### PROBLEM DETAILS
Identify each line below containing the string "roads" and copy it.

### PROVIDED DATA
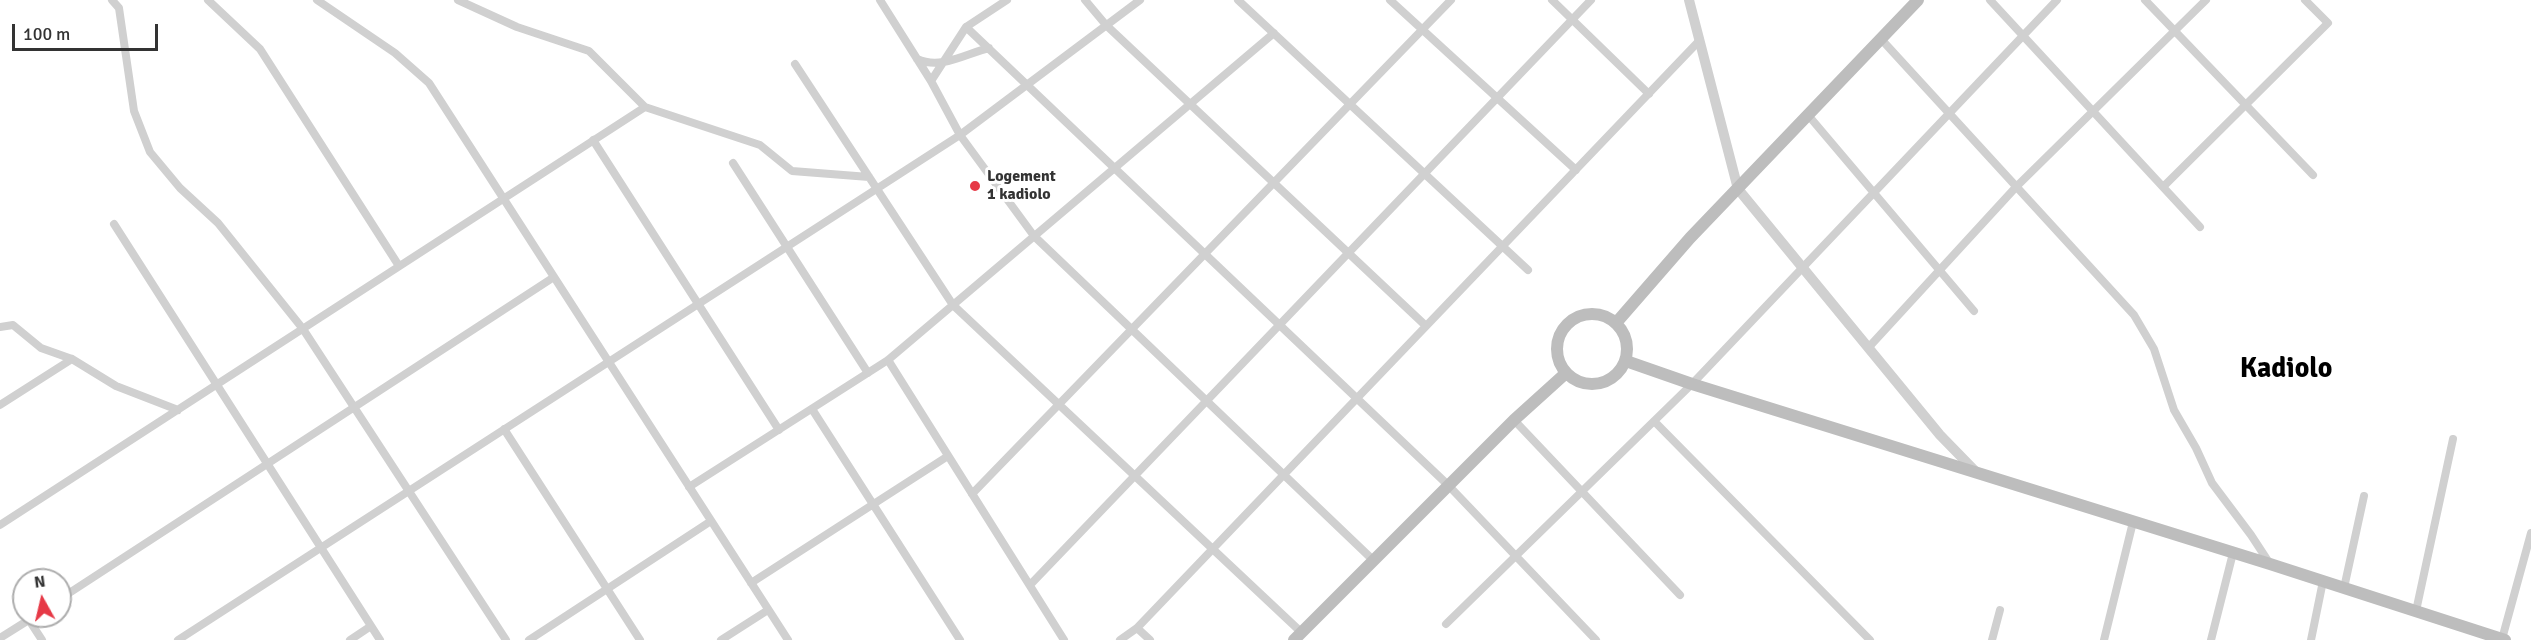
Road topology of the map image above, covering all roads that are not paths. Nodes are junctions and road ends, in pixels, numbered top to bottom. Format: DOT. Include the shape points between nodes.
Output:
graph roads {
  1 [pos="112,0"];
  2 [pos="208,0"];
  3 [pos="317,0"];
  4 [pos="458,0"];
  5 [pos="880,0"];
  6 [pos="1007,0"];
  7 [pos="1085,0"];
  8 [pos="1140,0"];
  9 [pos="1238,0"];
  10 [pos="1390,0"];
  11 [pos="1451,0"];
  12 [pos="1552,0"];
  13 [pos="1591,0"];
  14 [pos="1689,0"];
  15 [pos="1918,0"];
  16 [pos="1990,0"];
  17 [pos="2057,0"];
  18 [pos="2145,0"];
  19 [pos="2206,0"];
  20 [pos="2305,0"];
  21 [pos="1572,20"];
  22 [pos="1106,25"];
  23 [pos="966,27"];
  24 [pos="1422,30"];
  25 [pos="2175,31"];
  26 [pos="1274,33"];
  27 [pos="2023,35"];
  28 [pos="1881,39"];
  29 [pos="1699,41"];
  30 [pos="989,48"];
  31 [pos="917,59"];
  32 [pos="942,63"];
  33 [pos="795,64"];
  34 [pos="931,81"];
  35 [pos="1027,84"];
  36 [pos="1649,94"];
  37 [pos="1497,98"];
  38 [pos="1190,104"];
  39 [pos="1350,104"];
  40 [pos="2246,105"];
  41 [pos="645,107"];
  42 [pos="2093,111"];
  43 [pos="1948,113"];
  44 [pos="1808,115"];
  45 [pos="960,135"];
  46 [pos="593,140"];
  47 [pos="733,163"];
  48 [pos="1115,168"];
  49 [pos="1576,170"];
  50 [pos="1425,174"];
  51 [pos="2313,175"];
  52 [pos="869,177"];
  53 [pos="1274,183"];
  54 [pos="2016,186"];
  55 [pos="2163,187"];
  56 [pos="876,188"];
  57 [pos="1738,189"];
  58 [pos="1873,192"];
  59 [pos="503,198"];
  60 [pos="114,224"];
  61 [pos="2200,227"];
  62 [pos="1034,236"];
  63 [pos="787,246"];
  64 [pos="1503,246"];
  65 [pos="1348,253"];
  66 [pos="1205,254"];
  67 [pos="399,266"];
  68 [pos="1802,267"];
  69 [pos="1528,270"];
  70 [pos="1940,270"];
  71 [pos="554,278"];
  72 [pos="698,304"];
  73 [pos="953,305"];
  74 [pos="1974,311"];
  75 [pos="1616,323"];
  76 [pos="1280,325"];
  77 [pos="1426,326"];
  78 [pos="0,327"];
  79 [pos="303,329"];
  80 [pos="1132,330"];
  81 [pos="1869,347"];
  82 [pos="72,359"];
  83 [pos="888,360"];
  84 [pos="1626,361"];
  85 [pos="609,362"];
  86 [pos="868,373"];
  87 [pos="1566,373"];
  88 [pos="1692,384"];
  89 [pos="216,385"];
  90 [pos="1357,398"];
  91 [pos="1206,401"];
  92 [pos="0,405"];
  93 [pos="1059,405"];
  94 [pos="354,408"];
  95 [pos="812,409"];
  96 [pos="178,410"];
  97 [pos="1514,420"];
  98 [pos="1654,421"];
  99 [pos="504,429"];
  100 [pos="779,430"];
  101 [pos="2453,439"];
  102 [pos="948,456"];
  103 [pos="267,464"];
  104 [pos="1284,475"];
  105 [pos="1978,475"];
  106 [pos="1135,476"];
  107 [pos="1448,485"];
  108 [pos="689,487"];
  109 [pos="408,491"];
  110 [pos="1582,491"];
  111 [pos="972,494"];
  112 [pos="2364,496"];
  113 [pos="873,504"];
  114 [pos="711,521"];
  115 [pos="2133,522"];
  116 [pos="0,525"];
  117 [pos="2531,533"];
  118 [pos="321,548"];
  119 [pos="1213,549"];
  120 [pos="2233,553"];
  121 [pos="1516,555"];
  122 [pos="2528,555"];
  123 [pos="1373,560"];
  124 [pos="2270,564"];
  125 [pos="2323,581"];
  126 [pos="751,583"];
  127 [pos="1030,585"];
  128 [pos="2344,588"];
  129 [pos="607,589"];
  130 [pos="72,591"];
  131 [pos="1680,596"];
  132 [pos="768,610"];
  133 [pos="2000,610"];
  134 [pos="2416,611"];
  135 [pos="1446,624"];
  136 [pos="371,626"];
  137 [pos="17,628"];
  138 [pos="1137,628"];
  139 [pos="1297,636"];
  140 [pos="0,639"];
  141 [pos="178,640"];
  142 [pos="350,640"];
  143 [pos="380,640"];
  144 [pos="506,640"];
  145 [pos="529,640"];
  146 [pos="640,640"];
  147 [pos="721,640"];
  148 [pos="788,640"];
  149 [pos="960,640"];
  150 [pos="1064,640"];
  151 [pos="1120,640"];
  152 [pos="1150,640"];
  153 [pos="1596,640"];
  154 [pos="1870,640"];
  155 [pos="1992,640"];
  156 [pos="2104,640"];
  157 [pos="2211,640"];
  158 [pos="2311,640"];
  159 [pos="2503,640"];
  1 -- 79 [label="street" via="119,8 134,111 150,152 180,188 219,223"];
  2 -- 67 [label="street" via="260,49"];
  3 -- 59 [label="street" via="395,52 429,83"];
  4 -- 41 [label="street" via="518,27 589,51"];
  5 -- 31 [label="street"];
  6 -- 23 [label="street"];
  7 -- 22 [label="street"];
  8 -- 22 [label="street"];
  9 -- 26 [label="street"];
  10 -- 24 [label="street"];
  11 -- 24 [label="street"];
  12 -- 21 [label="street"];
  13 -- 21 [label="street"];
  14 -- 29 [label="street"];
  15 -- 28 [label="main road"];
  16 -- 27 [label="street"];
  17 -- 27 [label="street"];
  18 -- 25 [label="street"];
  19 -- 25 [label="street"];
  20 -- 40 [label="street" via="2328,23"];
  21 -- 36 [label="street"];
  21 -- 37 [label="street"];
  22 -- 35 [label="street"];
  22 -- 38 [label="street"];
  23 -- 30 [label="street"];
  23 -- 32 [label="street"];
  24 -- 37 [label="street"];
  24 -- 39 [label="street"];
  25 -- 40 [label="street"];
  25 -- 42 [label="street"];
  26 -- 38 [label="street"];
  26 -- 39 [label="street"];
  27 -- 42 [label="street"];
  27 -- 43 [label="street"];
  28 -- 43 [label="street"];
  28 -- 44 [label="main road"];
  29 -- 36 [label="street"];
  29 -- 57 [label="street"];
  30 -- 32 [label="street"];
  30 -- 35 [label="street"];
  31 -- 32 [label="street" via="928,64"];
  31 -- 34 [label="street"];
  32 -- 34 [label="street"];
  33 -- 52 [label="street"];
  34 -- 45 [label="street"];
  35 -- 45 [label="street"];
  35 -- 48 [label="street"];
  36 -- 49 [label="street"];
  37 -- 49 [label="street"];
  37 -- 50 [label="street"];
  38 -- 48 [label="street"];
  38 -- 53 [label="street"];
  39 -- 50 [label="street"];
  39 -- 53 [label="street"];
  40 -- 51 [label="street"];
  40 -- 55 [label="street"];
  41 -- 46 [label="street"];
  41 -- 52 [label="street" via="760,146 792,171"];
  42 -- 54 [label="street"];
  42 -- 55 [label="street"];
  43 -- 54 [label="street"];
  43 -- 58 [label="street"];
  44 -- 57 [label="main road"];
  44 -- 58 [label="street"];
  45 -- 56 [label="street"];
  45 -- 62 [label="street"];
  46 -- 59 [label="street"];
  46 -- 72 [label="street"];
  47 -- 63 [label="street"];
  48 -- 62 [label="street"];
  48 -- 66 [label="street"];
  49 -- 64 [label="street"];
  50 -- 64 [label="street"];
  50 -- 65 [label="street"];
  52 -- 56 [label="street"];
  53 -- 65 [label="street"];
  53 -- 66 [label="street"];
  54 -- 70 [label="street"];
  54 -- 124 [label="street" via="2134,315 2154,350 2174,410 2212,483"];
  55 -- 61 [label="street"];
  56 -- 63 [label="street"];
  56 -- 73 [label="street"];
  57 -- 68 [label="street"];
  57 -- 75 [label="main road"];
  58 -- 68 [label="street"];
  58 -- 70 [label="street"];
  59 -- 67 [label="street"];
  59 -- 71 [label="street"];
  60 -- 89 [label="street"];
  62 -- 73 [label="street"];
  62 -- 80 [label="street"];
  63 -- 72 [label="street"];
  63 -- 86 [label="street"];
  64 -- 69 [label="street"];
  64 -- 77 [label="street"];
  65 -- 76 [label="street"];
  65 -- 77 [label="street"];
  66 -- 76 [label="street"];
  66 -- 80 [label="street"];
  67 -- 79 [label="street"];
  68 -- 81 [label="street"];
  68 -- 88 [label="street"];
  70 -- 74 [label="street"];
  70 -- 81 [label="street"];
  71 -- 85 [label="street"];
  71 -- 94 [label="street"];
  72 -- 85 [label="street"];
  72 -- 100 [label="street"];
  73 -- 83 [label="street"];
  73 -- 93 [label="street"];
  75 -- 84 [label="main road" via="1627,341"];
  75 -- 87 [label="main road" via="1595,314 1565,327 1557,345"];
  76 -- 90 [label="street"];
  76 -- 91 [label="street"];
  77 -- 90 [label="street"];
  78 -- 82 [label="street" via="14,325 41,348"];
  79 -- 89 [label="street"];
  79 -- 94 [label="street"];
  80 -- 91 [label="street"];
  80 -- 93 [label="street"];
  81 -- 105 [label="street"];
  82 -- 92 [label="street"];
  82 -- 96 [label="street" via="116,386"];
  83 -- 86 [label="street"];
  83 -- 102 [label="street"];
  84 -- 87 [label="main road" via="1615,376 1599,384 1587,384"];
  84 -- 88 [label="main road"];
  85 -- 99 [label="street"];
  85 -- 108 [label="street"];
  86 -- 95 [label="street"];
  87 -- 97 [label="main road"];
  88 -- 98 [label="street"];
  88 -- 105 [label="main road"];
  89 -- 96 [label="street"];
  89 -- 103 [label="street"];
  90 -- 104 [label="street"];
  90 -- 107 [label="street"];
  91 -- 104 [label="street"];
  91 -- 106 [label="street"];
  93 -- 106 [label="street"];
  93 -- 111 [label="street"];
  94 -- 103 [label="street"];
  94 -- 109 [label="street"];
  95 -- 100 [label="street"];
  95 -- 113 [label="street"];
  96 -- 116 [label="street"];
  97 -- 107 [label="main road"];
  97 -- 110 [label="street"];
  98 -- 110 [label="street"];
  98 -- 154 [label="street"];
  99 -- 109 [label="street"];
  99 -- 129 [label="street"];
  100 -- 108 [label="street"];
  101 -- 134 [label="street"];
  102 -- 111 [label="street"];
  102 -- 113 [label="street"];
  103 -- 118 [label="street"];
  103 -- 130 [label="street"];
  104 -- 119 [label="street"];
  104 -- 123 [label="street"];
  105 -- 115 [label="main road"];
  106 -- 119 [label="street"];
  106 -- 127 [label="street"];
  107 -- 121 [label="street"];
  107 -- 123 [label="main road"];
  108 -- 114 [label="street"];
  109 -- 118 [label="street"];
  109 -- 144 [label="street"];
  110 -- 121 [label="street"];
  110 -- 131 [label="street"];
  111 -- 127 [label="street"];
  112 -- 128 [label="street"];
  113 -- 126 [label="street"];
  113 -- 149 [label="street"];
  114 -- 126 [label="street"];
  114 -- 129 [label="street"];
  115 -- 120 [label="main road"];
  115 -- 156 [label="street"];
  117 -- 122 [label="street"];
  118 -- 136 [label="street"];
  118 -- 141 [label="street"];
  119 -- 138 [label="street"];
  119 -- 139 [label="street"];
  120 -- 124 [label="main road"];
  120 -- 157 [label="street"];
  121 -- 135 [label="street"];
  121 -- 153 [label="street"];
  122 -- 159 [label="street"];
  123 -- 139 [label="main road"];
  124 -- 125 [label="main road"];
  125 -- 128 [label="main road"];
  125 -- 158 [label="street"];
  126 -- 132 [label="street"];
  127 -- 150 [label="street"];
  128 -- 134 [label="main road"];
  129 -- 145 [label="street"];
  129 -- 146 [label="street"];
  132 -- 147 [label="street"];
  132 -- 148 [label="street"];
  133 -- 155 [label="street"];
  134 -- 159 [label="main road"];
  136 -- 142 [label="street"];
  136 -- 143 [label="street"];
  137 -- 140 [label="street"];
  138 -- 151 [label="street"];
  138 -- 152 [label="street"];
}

### RESPONSE
Road topology of the map image above, covering all roads that are not paths. Nodes are junctions and road ends, in pixels, numbered top to bottom. Format: DOT. Include the shape points between nodes.
graph roads {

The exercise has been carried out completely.